● THE PROBLEM: Wherever the word "Utama" occurs in the listing, copy the whole line.

● RECORDS FOR THIS EXERCISE:
━━━━━━━━

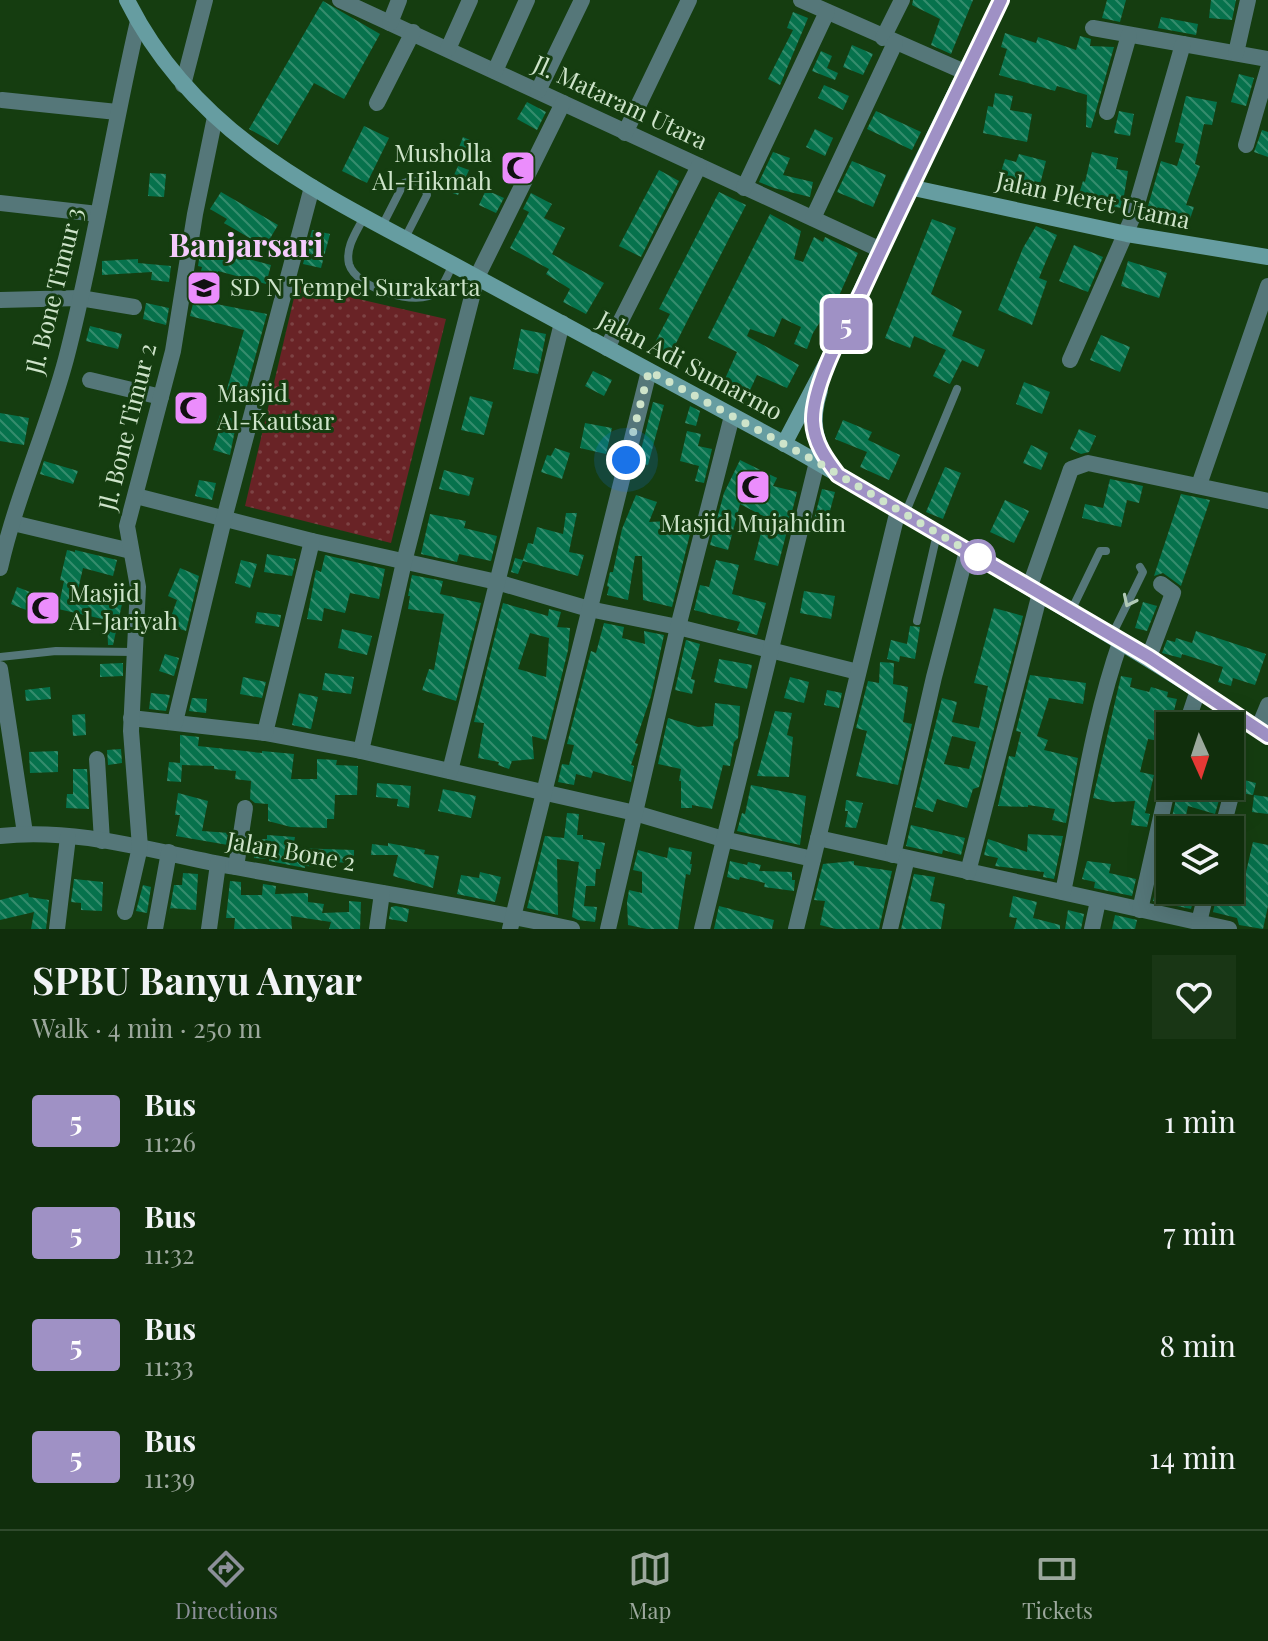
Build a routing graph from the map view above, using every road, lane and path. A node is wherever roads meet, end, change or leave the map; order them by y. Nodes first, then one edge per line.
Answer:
1 (127, 0) edge
2 (205, 0) edge
3 (340, 0) edge
4 (399, 0) edge
5 (470, 0) edge
6 (527, 0) edge
7 (582, 0) edge
8 (689, 0) edge
9 (902, 0) edge
10 (1001, 0) edge
11 (1248, 0) edge
12 (816, 5) edge
13 (138, 21) junction
14 (390, 23) junction
15 (1093, 28) dead end
16 (413, 32) junction
17 (1129, 35) junction
18 (889, 41) junction
19 (1183, 44) junction
20 (448, 49) junction
21 (1236, 53) junction
22 (1268, 59) edge
23 (1268, 69) edge
24 (495, 71) junction
25 (967, 73) junction
26 (183, 85) junction
27 (538, 91) junction
28 (2, 100) edge
29 (377, 103) dead end
30 (563, 103) junction
31 (117, 112) junction
32 (1107, 112) dead end
33 (215, 117) junction
34 (625, 133) junction
35 (1246, 145) dead end
36 (699, 166) junction
37 (312, 187) junction
38 (909, 187) junction
39 (744, 188) junction
40 (0, 203) edge
41 (98, 214) junction
42 (365, 217) junction
43 (813, 218) junction
44 (382, 226) junction
45 (1127, 234) junction
46 (405, 238) junction
47 (881, 250) junction
48 (1268, 257) edge
49 (453, 264) junction
50 (477, 277) junction
51 (1268, 286) edge
52 (80, 298) junction
53 (0, 300) edge
54 (134, 307) dead end
55 (562, 323) junction
56 (835, 347) junction
57 (607, 348) junction
58 (1070, 360) dead end
59 (649, 371) junction
60 (90, 380) dead end
61 (957, 389) dead end
62 (161, 397) junction
63 (732, 416) junction
64 (784, 444) junction
65 (817, 462) junction
66 (838, 475) junction
67 (1199, 485) junction
68 (136, 496) junction
69 (1268, 501) edge
70 (901, 512) junction
71 (224, 519) junction
72 (13, 523) junction
73 (937, 534) junction
74 (312, 541) junction
75 (131, 551) junction
76 (967, 551) junction
77 (1106, 551) dead end
78 (404, 562) junction
79 (1140, 567) dead end
80 (0, 568) edge
81 (497, 582) junction
82 (1161, 584) dead end
83 (1035, 590) junction
84 (589, 609) junction
85 (1071, 611) junction
86 (917, 621) dead end
87 (678, 627) junction
88 (1117, 638) junction
89 (770, 649) junction
90 (135, 652) junction
91 (0, 657) edge
92 (1149, 657) junction
93 (0, 669) edge
94 (858, 672) junction
95 (1198, 690) junction
96 (1268, 705) edge
97 (1191, 712) edge
98 (131, 718) junction
99 (175, 722) junction
100 (1263, 732) edge
101 (265, 733) junction
102 (361, 751) junction
103 (97, 759) dead end
104 (450, 771) junction
105 (546, 794) junction
106 (1165, 800) edge
107 (245, 808) dead end
108 (635, 813) junction
109 (25, 833) junction
110 (0, 836) edge
111 (68, 837) junction
112 (818, 838) junction
113 (723, 839) junction
114 (102, 841) junction
115 (140, 847) junction
116 (169, 852) junction
117 (900, 856) junction
118 (813, 859) junction
119 (218, 864) junction
120 (236, 867) junction
121 (968, 872) junction
122 (1063, 892) junction
123 (382, 893) junction
124 (1098, 901) junction
125 (1210, 904) edge
126 (1140, 910) junction
127 (125, 912) dead end
128 (512, 922) edge
129 (1214, 927) edge
130 (57, 929) edge
131 (155, 929) edge
132 (209, 929) edge
133 (377, 929) edge
134 (572, 929) edge
135 (608, 929) edge
136 (702, 929) edge
137 (796, 929) edge
138 (890, 929) edge
139 (1092, 929) edge

1 - 13 main road, Jalan Adi Sumarmo
2 - 26 street
3 - 14 street, Jl. Mataram Utara
4 - 14 street
5 - 20 street
6 - 24 street
7 - 27 street
8 - 34 street
9 - 18 street
10 - 25 main road
11 - 21 street
12 - 18 street
12 - 39 street
13 - 26 main road, Jalan Adi Sumarmo
13 - 31 street, Jl. Bone Timur 3
14 - 16 street, Jl. Mataram Utara
15 - 17 street
16 - 20 street, Jl. Mataram Utara
16 - 29 street
17 - 19 street
17 - 32 street
18 - 25 street
18 - 43 street
19 - 21 street
19 - 45 street
20 - 24 street, Jl. Mataram Utara
21 - 22 street
23 - 35 street
24 - 27 street, Jl. Mataram Utara
25 - 38 main road
26 - 33 main road, Jalan Adi Sumarmo
27 - 30 street, Jl. Mataram Utara
28 - 31 street
30 - 34 street, Jl. Mataram Utara
30 - 50 street
31 - 41 street, Jl. Bone Timur 3
33 - 37 main road, Jalan Adi Sumarmo
33 - 62 street, Jl. Bone Timur 2
34 - 36 street, Jl. Mataram Utara
36 - 39 street, Jl. Mataram Utara
36 - 57 street
37 - 42 main road, Jalan Adi Sumarmo
37 - 71 street
38 - 45 main road, Jalan Pleret Utama
38 - 47 main road
39 - 43 street, Jl. Mataram Utara
40 - 41 street
41 - 52 street, Jl. Bone Timur 3
42 - 44 main road, Jalan Adi Sumarmo
42 - 49 lane
43 - 47 street, Jl. Mataram Utara
44 - 46 main road, Jalan Adi Sumarmo
44 - 46 lane
45 - 48 main road, Jalan Pleret Utama
45 - 58 street
46 - 49 main road, Jalan Adi Sumarmo
47 - 56 main road
49 - 50 main road, Jalan Adi Sumarmo
50 - 55 main road, Jalan Adi Sumarmo
50 - 78 street
51 - 67 street
52 - 53 street
52 - 54 street
52 - 72 street, Jl. Bone Timur 3
55 - 57 main road, Jalan Adi Sumarmo
55 - 81 street
56 - 64 main road
56 - 66 main road
57 - 59 main road, Jalan Adi Sumarmo
59 - 63 main road, Jalan Adi Sumarmo
59 - 84 street
60 - 62 street
61 - 70 lane
62 - 68 street, Jl. Bone Timur 2
63 - 64 main road, Jalan Adi Sumarmo
63 - 87 street
64 - 65 main road, Jalan Adi Sumarmo
65 - 66 main road, Jalan Adi Sumarmo
65 - 89 street
66 - 70 main road, Jalan Adi Sumarmo
67 - 69 street
67 - 83 street
68 - 71 street
68 - 75 street, Jl. Bone Timur 2
70 - 73 main road, Jalan Adi Sumarmo
70 - 94 street
71 - 74 street
71 - 99 street
72 - 75 street
72 - 80 street, Jl. Bone Timur 3
73 - 76 main road, Jalan Adi Sumarmo
73 - 86 lane
74 - 78 street
74 - 101 street
75 - 90 street, Jl. Bone Timur 2
76 - 83 main road, Jalan Adi Sumarmo
76 - 117 street
77 - 85 lane
78 - 81 street
78 - 102 street
79 -> 88 lane
81 - 84 street
81 - 104 street
82 - 92 street
83 - 85 main road, Jalan Adi Sumarmo
83 - 121 street
84 - 87 street
84 - 105 street
85 - 88 main road, Jalan Adi Sumarmo
87 - 89 street
87 - 108 street
88 - 92 main road, Jalan Adi Sumarmo
88 - 122 street
89 - 94 street
89 - 113 street
90 - 91 lane
90 - 98 street, Jl. Bone Timur 2
92 - 95 main road, Jalan Adi Sumarmo
93 - 109 street
94 - 112 street
95 - 97 street
95 - 100 main road, Jalan Adi Sumarmo
96 - 100 street
98 - 99 street
98 - 115 street, Jl. Bone Timur 2
99 - 101 street
101 - 102 street
102 - 104 street
103 - 114 street
104 - 105 street
105 - 108 street
105 - 128 street
106 - 126 street
107 - 120 street
108 - 113 street
108 - 135 street
109 - 110 street, Jalan Bone 2
109 - 111 street, Jalan Bone 2
111 - 114 street, Jalan Bone 2
111 - 130 street
112 - 117 street
112 - 118 street
113 - 118 street
113 - 136 street
114 - 115 street, Jalan Bone 2
115 - 116 street, Jalan Bone 2
115 - 127 street, Jl. Bone Timur 2
116 - 119 street, Jalan Bone 2
116 - 131 street
117 - 121 street
117 - 138 street
118 - 137 street
119 - 120 street, Jalan Bone 2
119 - 132 street
120 - 123 street, Jalan Bone 2
121 - 122 street
122 - 124 street
123 - 128 street, Jalan Bone 2
123 - 133 street
124 - 126 street
124 - 139 street
125 - 129 street
126 - 129 street
128 - 134 street, Jalan Bone 2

━━━━━━━━

● REPLY:
38 - 45 main road, Jalan Pleret Utama
45 - 48 main road, Jalan Pleret Utama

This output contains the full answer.